La réponse européenne en cas de sanctions unilatérales
Dans l’entourage de Jean-Yves Le Drian, on assure que « personne n’est pour l’escalade ». Et surtout pas l’Allemagne, qui serait la plus exposée en ayant comme particularité d’être la seule nation au monde à disposer d’un excédent commercial à la fois avec les États-Unis, la Chine et ses partenaires de l’UE. Pour autant, rien n’est négligé.
Quelle serait la réponse européenne en cas de sanctions unilatérales de Washington au 31 mai ? Elle serait double :
1/ Appliquer des mesures de sauvegarde pour protéger le marché européen, en cas de réorientation des surcapacités chinoises d’aluminium et d’acier vers l’espace communautaire. A cet égard, Washington reconnaît le droit des Européens.
2/ Répliquer à l’attaque américaine. Mais, à Paris, on insiste sur le fait qu’il faut « bien calibrer » la riposte en fonction des dégâts à venir « pour ne pas donner aux Américains un prétexte à l’escalade ». De source gouvernementale, on affirme que l’on est pour « un rééquilibrage ». C’est en cela que serait importante la liste des 332 produits américains (du bourbon aux motos) visés par une éventuelle augmentation de droits de douane en Europe qui avait été notifiée à l’OMC par l’Union européenne, après la première annonce par Donald Trump, le 8 mars, d’une menace d’augmentation de taxes sur l’acier et l’aluminium.
Comme il est difficile d’anticiper les dégâts que provoquerait l’application des tarifs douaniers sur l’économie européenne, cette liste multi-sectorielle, appelée « moto-Bourbon », ne serait pas fixe. Elle serait d’autant plus facile à adapter que les taxes imposées par l’UE le seraient pour certaines dès l’été et pour d’autres dans trois ans.

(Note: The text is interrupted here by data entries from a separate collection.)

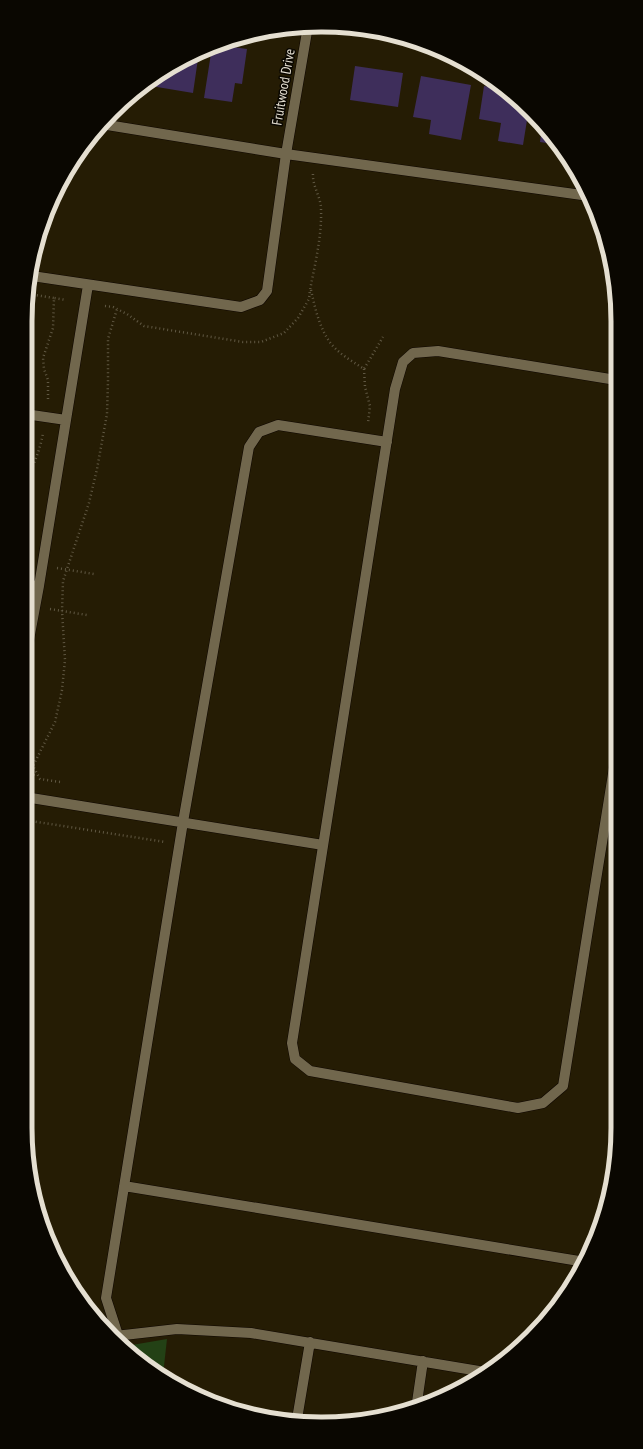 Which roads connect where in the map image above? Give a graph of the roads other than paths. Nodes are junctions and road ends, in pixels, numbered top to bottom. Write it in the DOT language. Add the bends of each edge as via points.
graph roads {
  1 [pos="307,33"];
  2 [pos="109,125"];
  3 [pos="286,154"];
  4 [pos="582,195"];
  5 [pos="36,277"];
  6 [pos="88,285"];
  7 [pos="611,379"];
  8 [pos="32,415"];
  9 [pos="66,420"];
  10 [pos="386,442"];
  11 [pos="32,586"];
  12 [pos="39,586"];
  13 [pos="32,624"];
  14 [pos="32,798"];
  15 [pos="611,816"];
  16 [pos="184,822"];
  17 [pos="323,845"];
  18 [pos="124,1186"];
  19 [pos="578,1261"];
  20 [pos="114,1329"];
  21 [pos="121,1335"];
  22 [pos="310,1342"];
  23 [pos="423,1361"];
  24 [pos="478,1371"];
  25 [pos="417,1401"];
  26 [pos="298,1416"];
  1 -- 3 [label="street, Fruitwood Drive"];
  2 -- 3 [label="street"];
  3 -- 4 [label="street"];
  3 -- 6 [label="street, Fruitwood Drive" via="267,291 260,300 241,307"];
  5 -- 6 [label="street, Fruitwood Drive"];
  6 -- 9 [label="street"];
  7 -- 10 [label="street" via="438,351 413,353 403,362 395,389"];
  8 -- 9 [label="street"];
  9 -- 12 [label="street"];
  10 -- 16 [label="street" via="278,425 259,432 249,447"];
  10 -- 17 [label="street"];
  11 -- 12 [label="street"];
  12 -- 13 [label="street"];
  14 -- 16 [label="street"];
  15 -- 17 [label="street" via="563,1086 543,1104 518,1108 310,1071 295,1059 292,1043"];
  16 -- 17 [label="street"];
  16 -- 18 [label="street"];
  18 -- 19 [label="street"];
  18 -- 20 [label="street" via="106,1298"];
  21 -- 22 [label="street" via="177,1329 251,1333"];
  22 -- 23 [label="street"];
  22 -- 26 [label="street"];
  23 -- 24 [label="street"];
  23 -- 25 [label="street"];
} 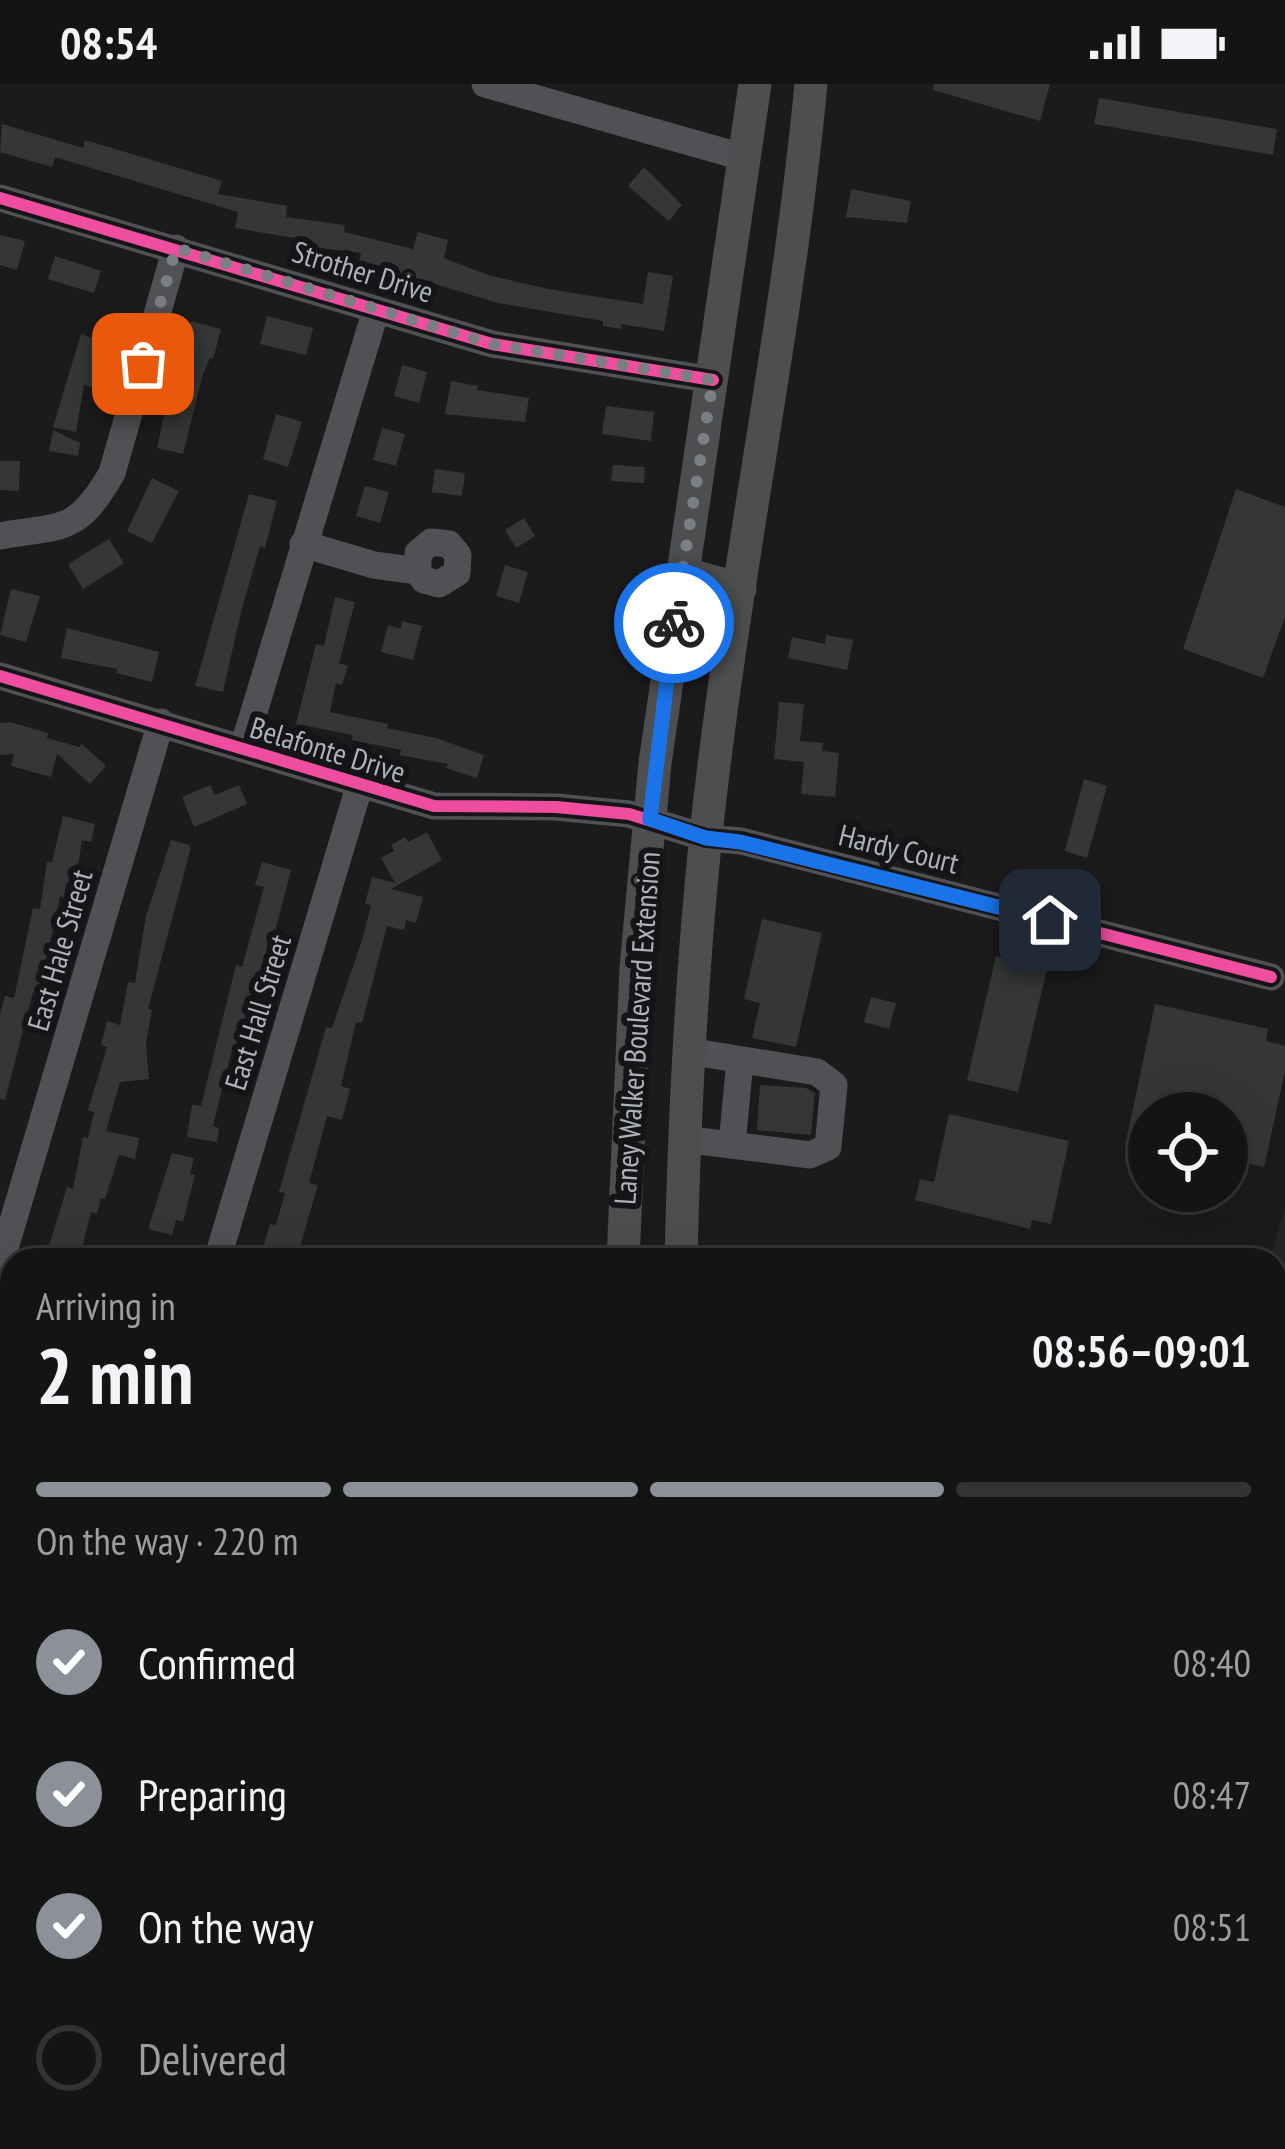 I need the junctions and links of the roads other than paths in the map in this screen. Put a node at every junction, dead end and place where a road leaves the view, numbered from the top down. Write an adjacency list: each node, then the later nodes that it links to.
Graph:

Washington s’entendrait avec Pékin
« On n’est pas foncièrement optimiste », ne cache-t-on pas de source gouvernementale, à Paris. Depuis la décision de Donald Trump du 8 mars, les motifs de crispation ou d’inquiétude se sont accumulés, comme le retrait des États-Unis de l’accord de démantèlement nucléaire iranien et l’activation des lois d’extraterritorialité qui vont fortement frapper le secteur privé européen**.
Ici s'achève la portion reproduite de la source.